Abstract

Background: TAVR is a safe alternative to surgical valve replacement. 3D printing is an emerging technology transforming 2D medical images to tangible anatomically accurate models. Hypothesis: To determine the accuracy of 3D printed models of the aortic valve (AV) complex for TAVR planning compared to CTA. Methods: 10 pts with pre TAVR contrast enhanced CTA were randomly selected. The blood pool of the AV complex from proximal ascending aorta above the coronary arteries to the AV annulus was automatically segmented. A 3D printable STL model was exported to Computer Aided Design software and further processed. Models were printed with a material extrusion 3D printer. One reader blinded to CTA measured the max and min diameter of the AV annulus and coronary ostia takeoff height of the printed model with a caliper. Two independent CV imagers performed these measurements in double-oblique CTA reformats. Model measurements were compared to CTA findings by Pearson’s correlation and via the mean and 95% confidence interval (CI) of the absolute difference to CTA compared to CTA interobserver differences.

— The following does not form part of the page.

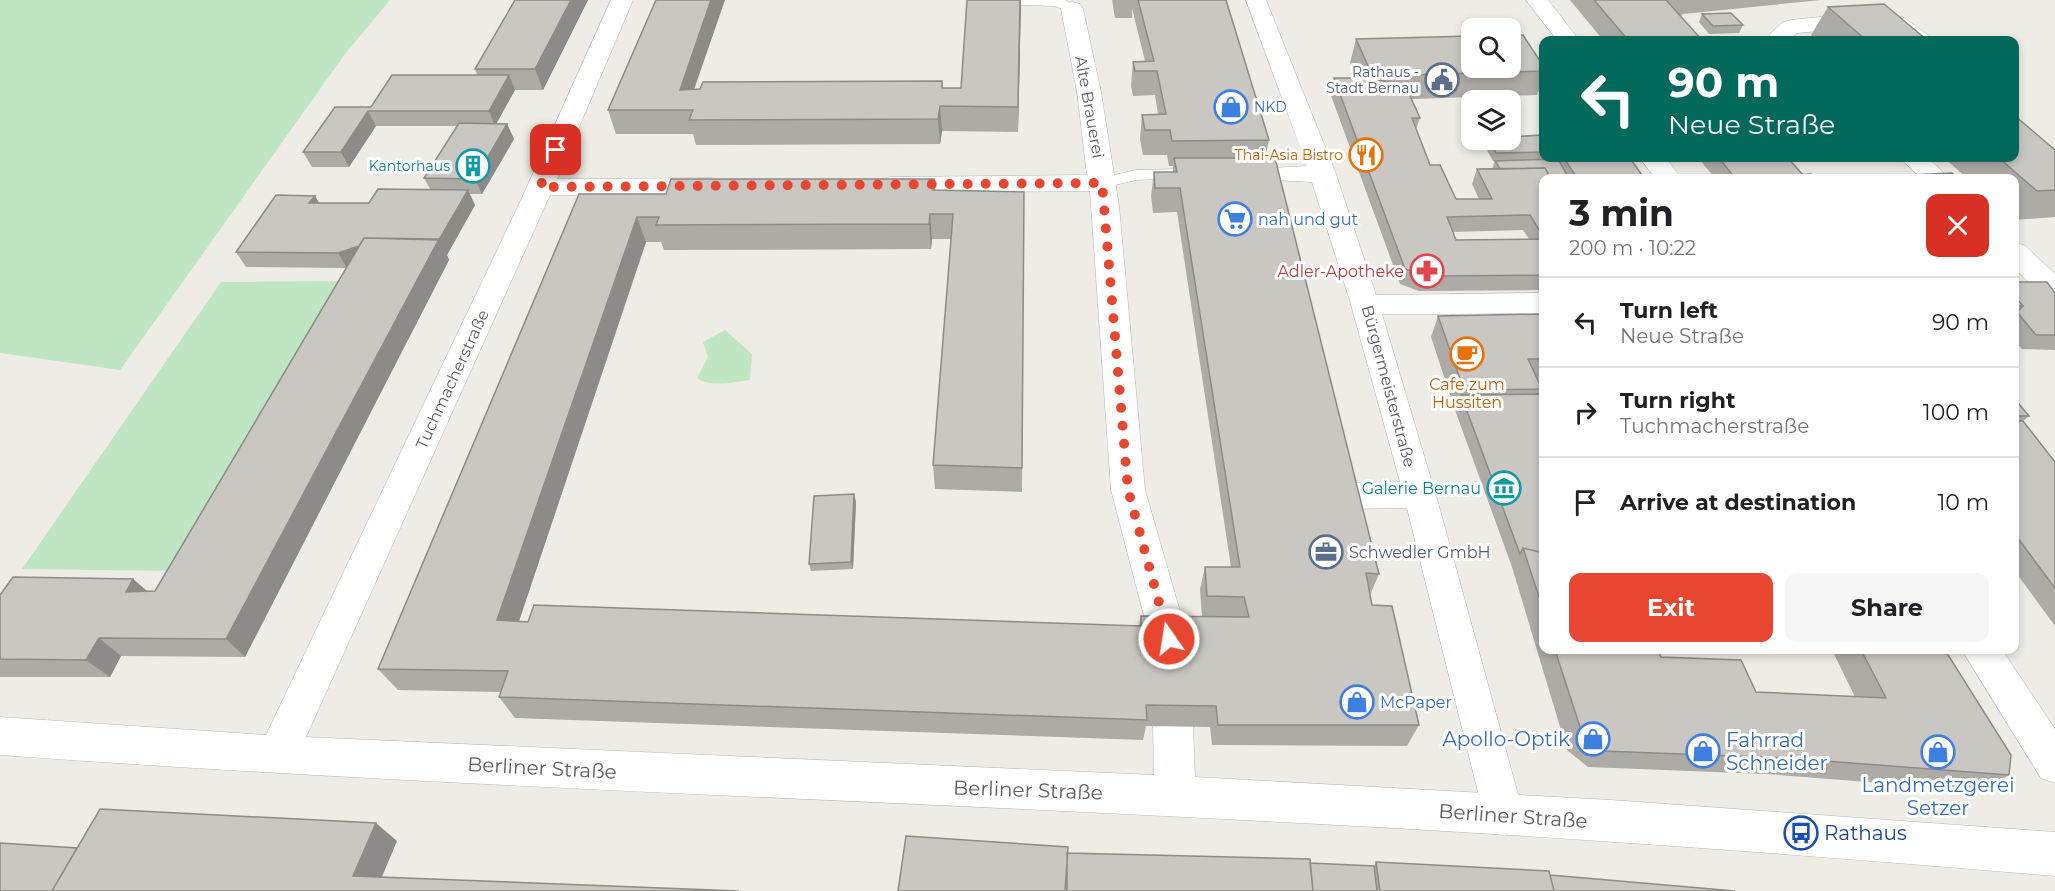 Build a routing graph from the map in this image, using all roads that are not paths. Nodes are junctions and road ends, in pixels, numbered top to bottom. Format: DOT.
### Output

Results: 3D printed model measurements had excellent correlation to CTA (r=.86-.97). Mean absolute difference in max diameter between 3D-printed model and CTA was 0.85 mm (CI: [.43, 1.28]), compared to 1.17mm (CI: [.59, 1.75]) between CTA readers; for min diameter it was 0.49mm (CI: [.2, .78]) compared to 0.45mm (CI: [.17, .73]) between CTA readers. Mean absolute difference of height to left main ostium was 1.62mm (CI: [.93, 2.3]) compared to 1.47 mm (CI: [.78, 2.16]) for CTA readers, and to right coronary ostium it was 1.0 mm (CI: [0.53-1.46]) compared to 1.98 mm (CI: [1.38, 2.58]) for CTA readers. Conclusion: CTA-derived 3D printed models of the AV complex provided excellent correlation to CTA measurements of the annulus and ostia height. 3D printing can assist towards planning of TAVR sizing and minimizing procedural complications such as paravalvular leak and coronary occlusion.